Abstract
Purpose :
Actin cytoskeletal organization and cell adhesive interactions of the trabecular meshwork (TM) are recognized to influence aqueous humor outflow and intraocular pressure in humans. However, the molecular mechanisms regulating such cellular characteristics of TM cells remain poorly understood. This study describes for the first time the role of septins, conserved GTP-binding cytoskeletal proteins that polymerize into filaments, in the regulation of actin cytoskeletal organization in human TM cells.
Methods :
The presence and distribution of septin isoforms in human TM cells were evaluated by mass spectrometry, immunoblot, and immunofluorescence analyses.

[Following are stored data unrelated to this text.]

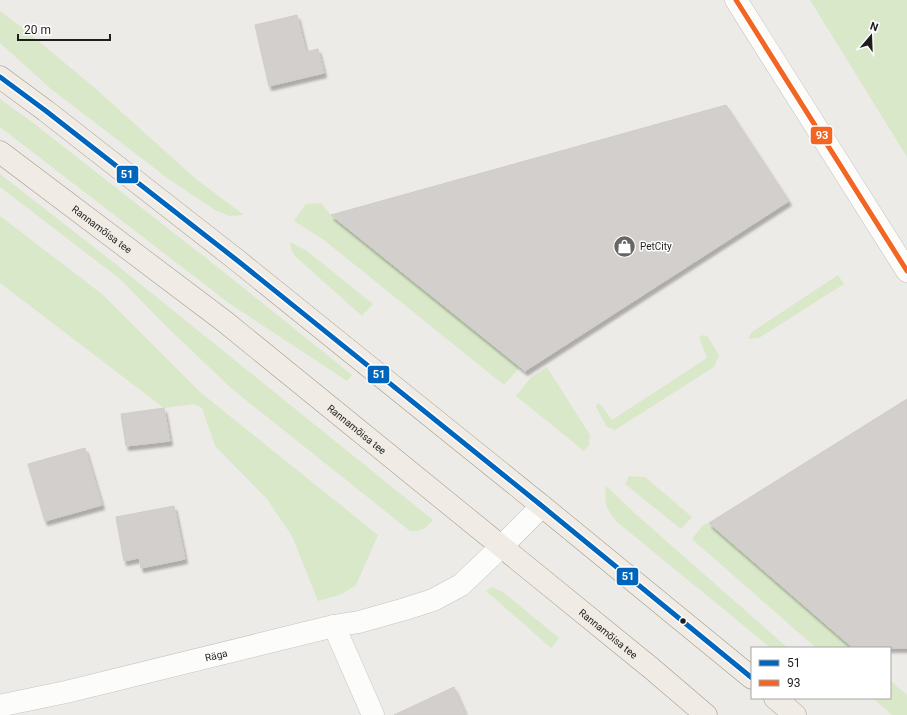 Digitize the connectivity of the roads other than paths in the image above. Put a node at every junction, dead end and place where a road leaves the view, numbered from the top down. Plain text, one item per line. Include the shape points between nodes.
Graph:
1 (736, 0) edge
2 (0, 77) edge
3 (0, 152) edge
4 (907, 271) edge
5 (542, 506) junction
6 (502, 546) junction
7 (334, 626) junction
8 (751, 677) edge
9 (776, 699) edge
10 (1, 706) edge
11 (373, 715) edge
12 (706, 715) edge
13 (795, 715) edge

1 - 4 street
2 - 5 main road via 238,261
3 - 6 main road, Rannamõisa tee via 224,321
5 - 6 street, Räga
5 - 8 main road
6 - 7 street, Räga via 461,585 433,600 359,622
6 - 12 main road, Rannamõisa tee
7 - 10 street, Räga
7 - 11 street
9 - 13 main road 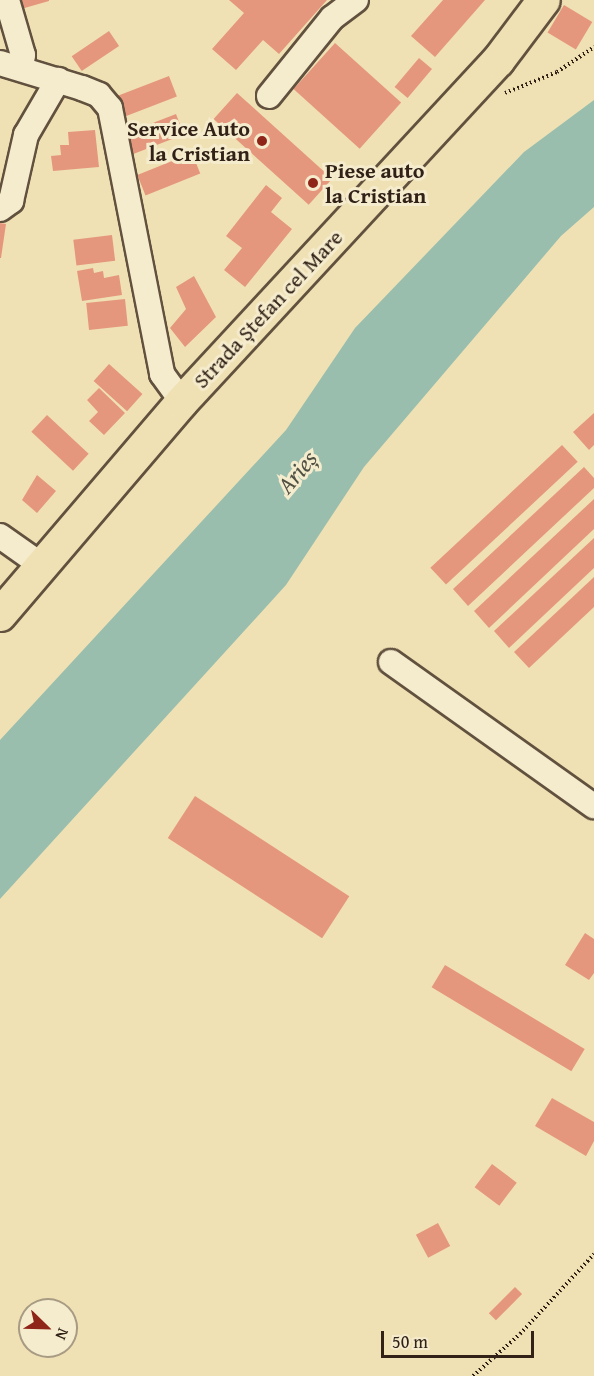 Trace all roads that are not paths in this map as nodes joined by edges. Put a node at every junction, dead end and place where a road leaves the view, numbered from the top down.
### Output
1 (8, 0) edge
2 (356, 0) edge
3 (544, 0) edge
4 (10, 65) edge
5 (58, 80) junction
6 (269, 96) dead end
7 (0, 209) edge
8 (182, 402) junction
9 (0, 536) edge
10 (44, 567) junction
11 (0, 615) edge
12 (391, 662) dead end
13 (594, 806) edge

1 - 4 street
2 - 6 street
3 - 8 main road, Strada Ștefan cel Mare
4 - 5 street
5 - 7 street
5 - 8 street
8 - 10 main road, Strada Ștefan cel Mare
9 - 10 street
10 - 11 main road, Strada Ștefan cel Mare
12 - 13 street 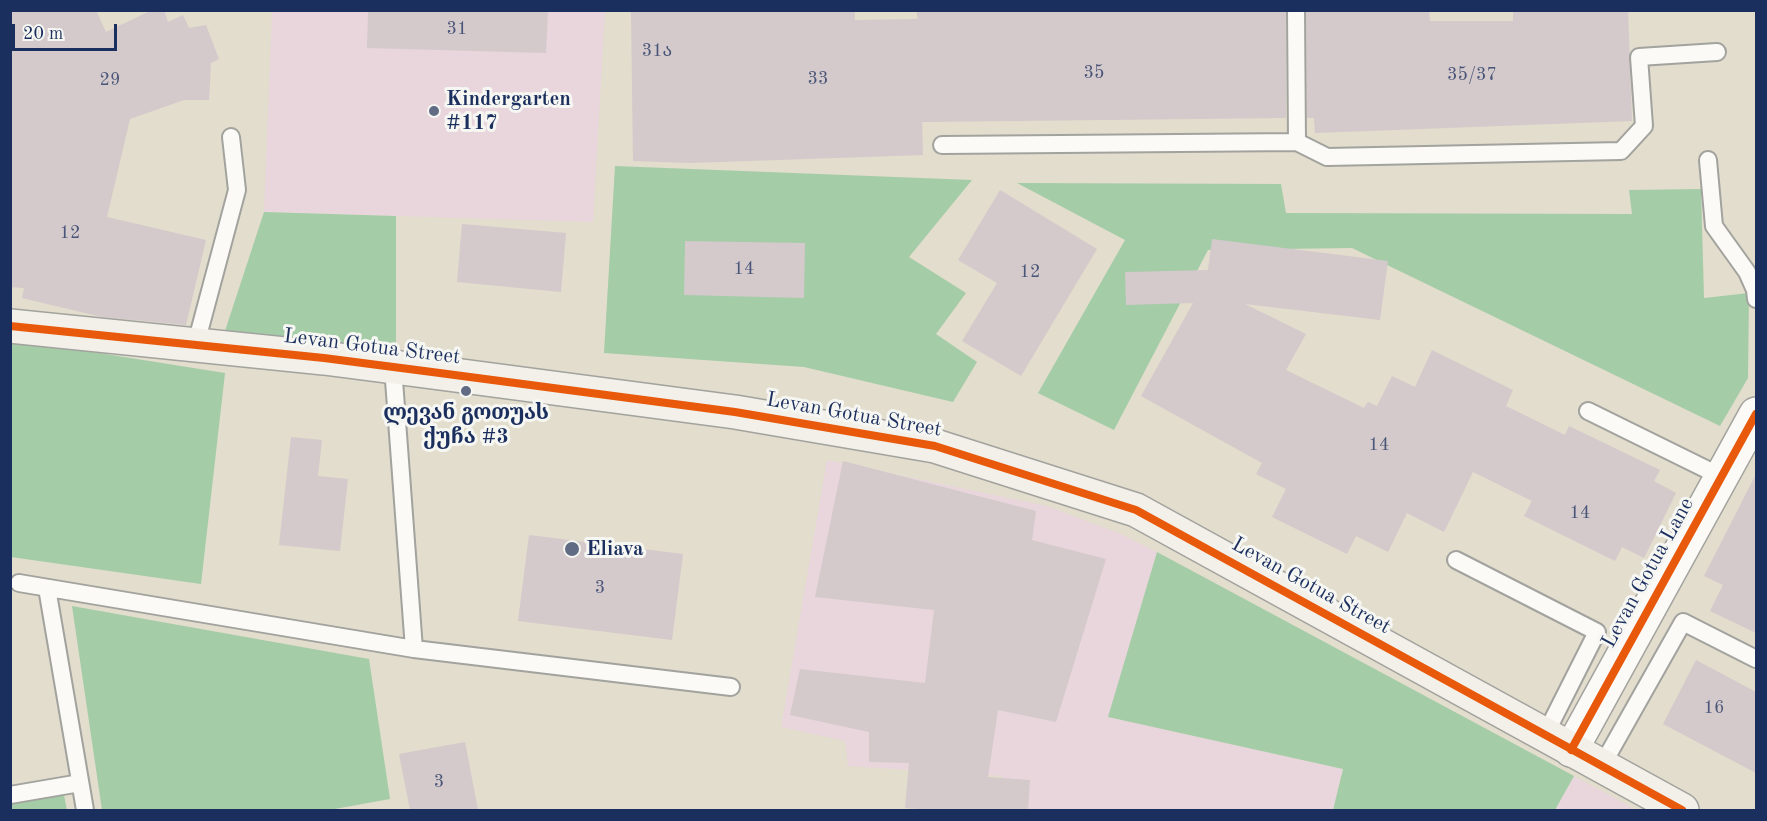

The septin interactome of human TM cells was determined using SEPT9 antibody and proteomics analyses. Septin levels in dexamethasone and TGF-β2 treated TM cells were evaluated by immunoblotting. The effects of actin cytoskeleton and microtubule depolymerizing agents as well as inhibitors of septin and Rho kinase on septin and actin cytoskeletal organization were studied in TM cells by immunofluorescence.
Results :
Proteomics and immunoblot analyses readily identified the presence of various septin isoforms (Septin 2, 7, 9, 10, 11, 8 and 5) in human TM cells. Several of these septins revealed filamentous organization, co-localization with actin and microtubule networks, as well as distribution to the TM cell cortical, nuclear, and membrane regions. Dexamethasone and TGF-β2 treatments significantly increased SEPT9 and 11 levels in TM cells. Analysis of the human TM cell SEPT9 interactome identified regulatory proteins of the Rho GTPase, actin cytoskeleton, and cell adhesion pathways, in addition to the expected presence of several septins. Pharmacological inhibition of septin oligomerization decreased septin filaments and actin stress fibers in TM cells. While treatment with a Rho kinase inhibitor and latrunculin decreased septin filaments, nocodazole led to an increase in septin filament organization in human TM cells.
Conclusions :
This study reveals not only the presence of septin cytoskeleton but also its direct role in regulation of actin cytoskeletal organization, cell shape, and adhesion in TM cells. Based on the effects of the septin inhibitor on actin cytoskeletal organization in TM cells, we posit that septins are potential therapeutic targets for lowering intraocular pressure in glaucoma.
This abstract was presented at the 2022 ARVO Annual Meeting, held in Denver, CO, May 1-4, 2022, and virtually.